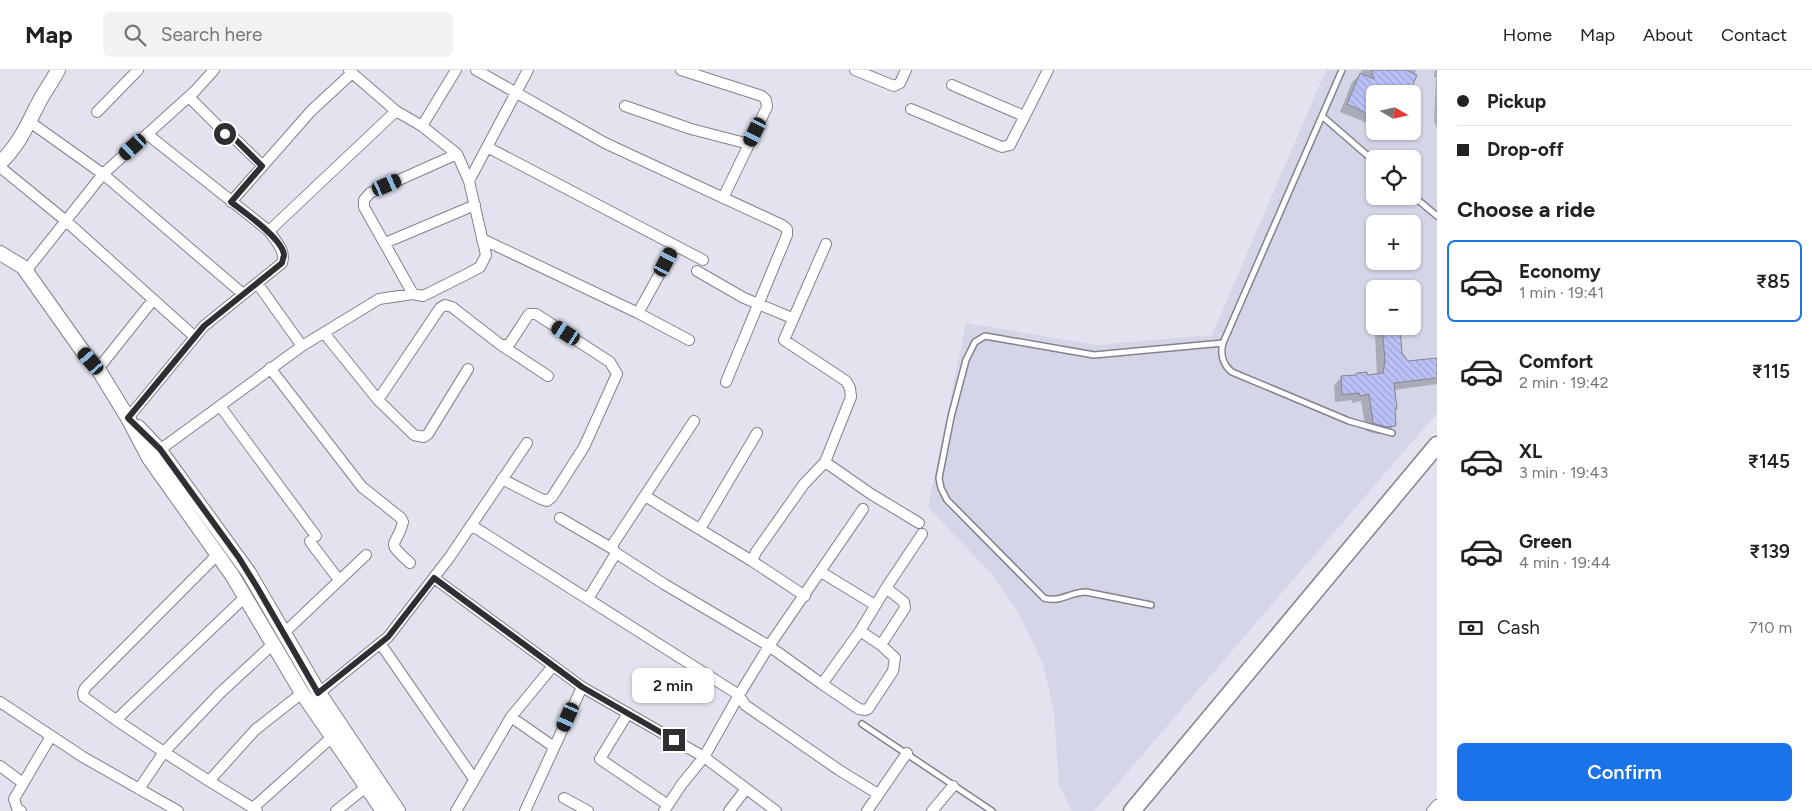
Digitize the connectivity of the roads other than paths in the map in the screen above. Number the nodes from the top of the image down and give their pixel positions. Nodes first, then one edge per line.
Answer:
1 (58, 70) edge
2 (138, 70) edge
3 (214, 70) edge
4 (456, 70) edge
5 (476, 70) edge
6 (528, 70) edge
7 (682, 70) edge
8 (855, 70) edge
9 (906, 70) edge
10 (1048, 70) edge
11 (1342, 70) edge
12 (351, 72) edge
13 (952, 85) dead end
14 (516, 92) junction
15 (188, 97) junction
16 (625, 106) dead end
17 (911, 109) dead end
18 (396, 111) junction
19 (98, 112) dead end
20 (1024, 116) junction
21 (1322, 116) junction
22 (30, 122) junction
23 (422, 126) junction
24 (147, 134) junction
25 (749, 144) junction
26 (487, 147) junction
27 (457, 154) junction
28 (1366, 154) edge
29 (0, 163) edge
30 (262, 166) junction
31 (0, 167) edge
32 (103, 174) junction
33 (469, 181) junction
34 (723, 198) junction
35 (231, 202) junction
36 (1421, 202) edge
37 (475, 205) junction
38 (1437, 216) edge
39 (66, 221) junction
40 (269, 232) junction
41 (482, 239) junction
42 (385, 243) junction
43 (826, 244) dead end
44 (675, 246) junction
45 (0, 253) edge
46 (703, 260) dead end
47 (26, 271) junction
48 (697, 271) dead end
49 (257, 283) junction
50 (243, 294) junction
51 (413, 294) junction
52 (153, 300) junction
53 (759, 304) junction
54 (638, 313) junction
55 (792, 318) junction
56 (324, 333) junction
57 (195, 337) junction
58 (689, 340) dead end
59 (1222, 343) junction
60 (501, 345) junction
61 (302, 346) junction
62 (270, 368) junction
63 (98, 369) junction
64 (468, 369) dead end
65 (548, 376) dead end
66 (726, 382) dead end
67 (378, 400) junction
68 (220, 406) junction
69 (128, 418) junction
70 (694, 421) dead end
71 (1392, 432) dead end
72 (757, 433) dead end
73 (527, 443) dead end
74 (1437, 445) edge
75 (154, 454) junction
76 (825, 462) junction
77 (502, 479) junction
78 (645, 496) junction
79 (863, 509) dead end
80 (560, 518) dead end
81 (471, 525) junction
82 (700, 530) junction
83 (614, 551) junction
84 (218, 554) junction
85 (366, 555) dead end
86 (752, 561) junction
87 (410, 563) dead end
88 (821, 572) junction
89 (434, 578) junction
90 (339, 580) junction
91 (886, 588) junction
92 (246, 596) junction
93 (805, 596) junction
94 (588, 599) junction
95 (875, 605) junction
96 (1151, 605) dead end
97 (860, 630) junction
98 (284, 633) junction
99 (380, 643) junction
100 (274, 644) junction
101 (881, 645) junction
102 (769, 646) junction
103 (553, 666) junction
104 (822, 684) junction
105 (582, 687) junction
106 (302, 693) junction
107 (318, 693) junction
108 (739, 695) junction
109 (0, 702) edge
110 (628, 713) junction
111 (511, 717) junction
112 (116, 720) junction
113 (862, 724) dead end
114 (51, 736) junction
115 (332, 738) junction
116 (554, 747) junction
117 (164, 752) junction
118 (907, 753) junction
119 (704, 757) junction
120 (0, 766) edge
121 (474, 779) junction
122 (209, 781) junction
123 (23, 783) junction
124 (953, 786) junction
125 (366, 787) junction
126 (140, 789) junction
127 (746, 789) junction
128 (878, 794) junction
129 (564, 798) dead end
130 (1437, 805) edge
131 (666, 808) edge
132 (255, 810) edge
133 (21, 811) edge
134 (178, 811) edge
135 (336, 811) edge
136 (383, 811) edge
137 (398, 811) edge
138 (456, 811) edge
139 (525, 811) edge
140 (588, 811) edge
141 (729, 811) edge
142 (776, 811) edge
143 (867, 811) edge
144 (932, 811) edge
145 (992, 811) edge
146 (1132, 811) edge
147 (1432, 811) edge

1 - 22 street
2 - 19 street
3 - 15 street
4 - 23 street
5 - 14 street
6 - 14 street
7 - 25 street
8 - 9 street
10 - 20 street
11 - 21 lane
12 - 18 street
12 - 30 street
13 - 20 street
14 - 26 street
14 - 34 street
15 - 24 street
15 - 30 street
16 - 25 street
17 - 20 street
18 - 23 street
18 - 40 street
21 - 28 lane
21 - 59 lane
22 - 29 street
22 - 32 street
23 - 27 street
24 - 32 street
24 - 35 street
25 - 34 street
26 - 33 street
26 - 44 street
27 - 33 street
27 - 42 street
30 - 35 street
31 - 39 street
32 - 39 street
32 - 50 street
33 - 37 street
34 - 53 street
35 - 40 street
36 - 38 lane
37 - 41 street
37 - 42 street
39 - 47 street
39 - 52 street
40 - 49 street
41 - 51 street
41 - 54 street
42 - 51 street
43 - 55 street
44 - 46 street
44 - 54 street
45 - 47 street
47 - 63 street
48 - 53 street
49 - 50 street
49 - 61 street
50 - 57 street
51 - 56 street
52 - 57 street
52 - 63 street
53 - 55 street
53 - 66 street
54 - 58 street
55 - 76 street
56 - 61 street
56 - 67 street
57 - 69 street
59 - 71 lane
59 - 96 lane
60 - 65 street
60 - 67 street
60 - 77 street
61 - 62 street
62 - 68 street
62 - 87 street
63 - 69 street
64 - 67 street
68 - 75 street
68 - 90 street
69 - 75 street
70 - 78 street
72 - 82 street
73 - 77 street
74 - 146 main road
75 - 84 street
75 - 98 street
76 - 86 street
76 - 91 street
77 - 81 street
78 - 82 street
78 - 83 street
79 - 88 street
80 - 83 street
81 - 89 street
81 - 94 street
82 - 86 street
83 - 94 street
83 - 102 street
84 - 92 street
84 - 112 street
85 - 90 street
86 - 93 street
88 - 93 street
88 - 95 street
89 - 99 street
89 - 103 street
90 - 98 street
91 - 95 street
91 - 101 street
92 - 100 street
92 - 112 street
93 - 102 street
94 - 108 street
95 - 97 street
97 - 101 street
97 - 104 street
98 - 107 street
99 - 107 street
99 - 121 street
100 - 106 street
100 - 117 street
101 - 104 street
102 - 104 street
102 - 108 street
103 - 105 street
103 - 111 street
105 - 110 street
105 - 116 street
106 - 115 street
106 - 122 street
107 - 137 street
108 - 119 street
108 - 128 street
109 - 114 street
110 - 119 street
110 - 131 street
111 - 116 street
111 - 121 street
112 - 117 street
113 - 118 lane
114 - 123 street
114 - 126 street
115 - 125 street
115 - 132 street
116 - 139 street
117 - 122 street
117 - 126 street
118 - 124 lane
118 - 128 street
119 - 127 street
119 - 131 street
120 - 123 street
121 - 138 street
122 - 132 street
123 - 133 street
124 - 144 street
124 - 145 lane
125 - 135 street
125 - 136 street
126 - 134 street
127 - 141 street
127 - 142 street
128 - 143 street
129 - 140 street
130 - 147 street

*-*-*

Exact copy, no pictures: reproduce every entry shown above.

Digitize the connectivity of the roads other than paths in the map in the screen above. Number the nodes from the top of the image down and give their pixel positions. Nodes first, then one edge per line.
Answer:
1 (58, 70) edge
2 (138, 70) edge
3 (214, 70) edge
4 (456, 70) edge
5 (476, 70) edge
6 (528, 70) edge
7 (682, 70) edge
8 (855, 70) edge
9 (906, 70) edge
10 (1048, 70) edge
11 (1342, 70) edge
12 (351, 72) edge
13 (952, 85) dead end
14 (516, 92) junction
15 (188, 97) junction
16 (625, 106) dead end
17 (911, 109) dead end
18 (396, 111) junction
19 (98, 112) dead end
20 (1024, 116) junction
21 (1322, 116) junction
22 (30, 122) junction
23 (422, 126) junction
24 (147, 134) junction
25 (749, 144) junction
26 (487, 147) junction
27 (457, 154) junction
28 (1366, 154) edge
29 (0, 163) edge
30 (262, 166) junction
31 (0, 167) edge
32 (103, 174) junction
33 (469, 181) junction
34 (723, 198) junction
35 (231, 202) junction
36 (1421, 202) edge
37 (475, 205) junction
38 (1437, 216) edge
39 (66, 221) junction
40 (269, 232) junction
41 (482, 239) junction
42 (385, 243) junction
43 (826, 244) dead end
44 (675, 246) junction
45 (0, 253) edge
46 (703, 260) dead end
47 (26, 271) junction
48 (697, 271) dead end
49 (257, 283) junction
50 (243, 294) junction
51 (413, 294) junction
52 (153, 300) junction
53 (759, 304) junction
54 (638, 313) junction
55 (792, 318) junction
56 (324, 333) junction
57 (195, 337) junction
58 (689, 340) dead end
59 (1222, 343) junction
60 (501, 345) junction
61 (302, 346) junction
62 (270, 368) junction
63 (98, 369) junction
64 (468, 369) dead end
65 (548, 376) dead end
66 (726, 382) dead end
67 (378, 400) junction
68 (220, 406) junction
69 (128, 418) junction
70 (694, 421) dead end
71 (1392, 432) dead end
72 (757, 433) dead end
73 (527, 443) dead end
74 (1437, 445) edge
75 (154, 454) junction
76 (825, 462) junction
77 (502, 479) junction
78 (645, 496) junction
79 (863, 509) dead end
80 (560, 518) dead end
81 (471, 525) junction
82 (700, 530) junction
83 (614, 551) junction
84 (218, 554) junction
85 (366, 555) dead end
86 (752, 561) junction
87 (410, 563) dead end
88 (821, 572) junction
89 (434, 578) junction
90 (339, 580) junction
91 (886, 588) junction
92 (246, 596) junction
93 (805, 596) junction
94 (588, 599) junction
95 (875, 605) junction
96 (1151, 605) dead end
97 (860, 630) junction
98 (284, 633) junction
99 (380, 643) junction
100 (274, 644) junction
101 (881, 645) junction
102 (769, 646) junction
103 (553, 666) junction
104 (822, 684) junction
105 (582, 687) junction
106 (302, 693) junction
107 (318, 693) junction
108 (739, 695) junction
109 (0, 702) edge
110 (628, 713) junction
111 (511, 717) junction
112 (116, 720) junction
113 (862, 724) dead end
114 (51, 736) junction
115 (332, 738) junction
116 (554, 747) junction
117 (164, 752) junction
118 (907, 753) junction
119 (704, 757) junction
120 (0, 766) edge
121 (474, 779) junction
122 (209, 781) junction
123 (23, 783) junction
124 (953, 786) junction
125 (366, 787) junction
126 (140, 789) junction
127 (746, 789) junction
128 (878, 794) junction
129 (564, 798) dead end
130 (1437, 805) edge
131 (666, 808) edge
132 (255, 810) edge
133 (21, 811) edge
134 (178, 811) edge
135 (336, 811) edge
136 (383, 811) edge
137 (398, 811) edge
138 (456, 811) edge
139 (525, 811) edge
140 (588, 811) edge
141 (729, 811) edge
142 (776, 811) edge
143 (867, 811) edge
144 (932, 811) edge
145 (992, 811) edge
146 (1132, 811) edge
147 (1432, 811) edge

1 - 22 street
2 - 19 street
3 - 15 street
4 - 23 street
5 - 14 street
6 - 14 street
7 - 25 street
8 - 9 street
10 - 20 street
11 - 21 lane
12 - 18 street
12 - 30 street
13 - 20 street
14 - 26 street
14 - 34 street
15 - 24 street
15 - 30 street
16 - 25 street
17 - 20 street
18 - 23 street
18 - 40 street
21 - 28 lane
21 - 59 lane
22 - 29 street
22 - 32 street
23 - 27 street
24 - 32 street
24 - 35 street
25 - 34 street
26 - 33 street
26 - 44 street
27 - 33 street
27 - 42 street
30 - 35 street
31 - 39 street
32 - 39 street
32 - 50 street
33 - 37 street
34 - 53 street
35 - 40 street
36 - 38 lane
37 - 41 street
37 - 42 street
39 - 47 street
39 - 52 street
40 - 49 street
41 - 51 street
41 - 54 street
42 - 51 street
43 - 55 street
44 - 46 street
44 - 54 street
45 - 47 street
47 - 63 street
48 - 53 street
49 - 50 street
49 - 61 street
50 - 57 street
51 - 56 street
52 - 57 street
52 - 63 street
53 - 55 street
53 - 66 street
54 - 58 street
55 - 76 street
56 - 61 street
56 - 67 street
57 - 69 street
59 - 71 lane
59 - 96 lane
60 - 65 street
60 - 67 street
60 - 77 street
61 - 62 street
62 - 68 street
62 - 87 street
63 - 69 street
64 - 67 street
68 - 75 street
68 - 90 street
69 - 75 street
70 - 78 street
72 - 82 street
73 - 77 street
74 - 146 main road
75 - 84 street
75 - 98 street
76 - 86 street
76 - 91 street
77 - 81 street
78 - 82 street
78 - 83 street
79 - 88 street
80 - 83 street
81 - 89 street
81 - 94 street
82 - 86 street
83 - 94 street
83 - 102 street
84 - 92 street
84 - 112 street
85 - 90 street
86 - 93 street
88 - 93 street
88 - 95 street
89 - 99 street
89 - 103 street
90 - 98 street
91 - 95 street
91 - 101 street
92 - 100 street
92 - 112 street
93 - 102 street
94 - 108 street
95 - 97 street
97 - 101 street
97 - 104 street
98 - 107 street
99 - 107 street
99 - 121 street
100 - 106 street
100 - 117 street
101 - 104 street
102 - 104 street
102 - 108 street
103 - 105 street
103 - 111 street
105 - 110 street
105 - 116 street
106 - 115 street
106 - 122 street
107 - 137 street
108 - 119 street
108 - 128 street
109 - 114 street
110 - 119 street
110 - 131 street
111 - 116 street
111 - 121 street
112 - 117 street
113 - 118 lane
114 - 123 street
114 - 126 street
115 - 125 street
115 - 132 street
116 - 139 street
117 - 122 street
117 - 126 street
118 - 124 lane
118 - 128 street
119 - 127 street
119 - 131 street
120 - 123 street
121 - 138 street
122 - 132 street
123 - 133 street
124 - 144 street
124 - 145 lane
125 - 135 street
125 - 136 street
126 - 134 street
127 - 141 street
127 - 142 street
128 - 143 street
129 - 140 street
130 - 147 street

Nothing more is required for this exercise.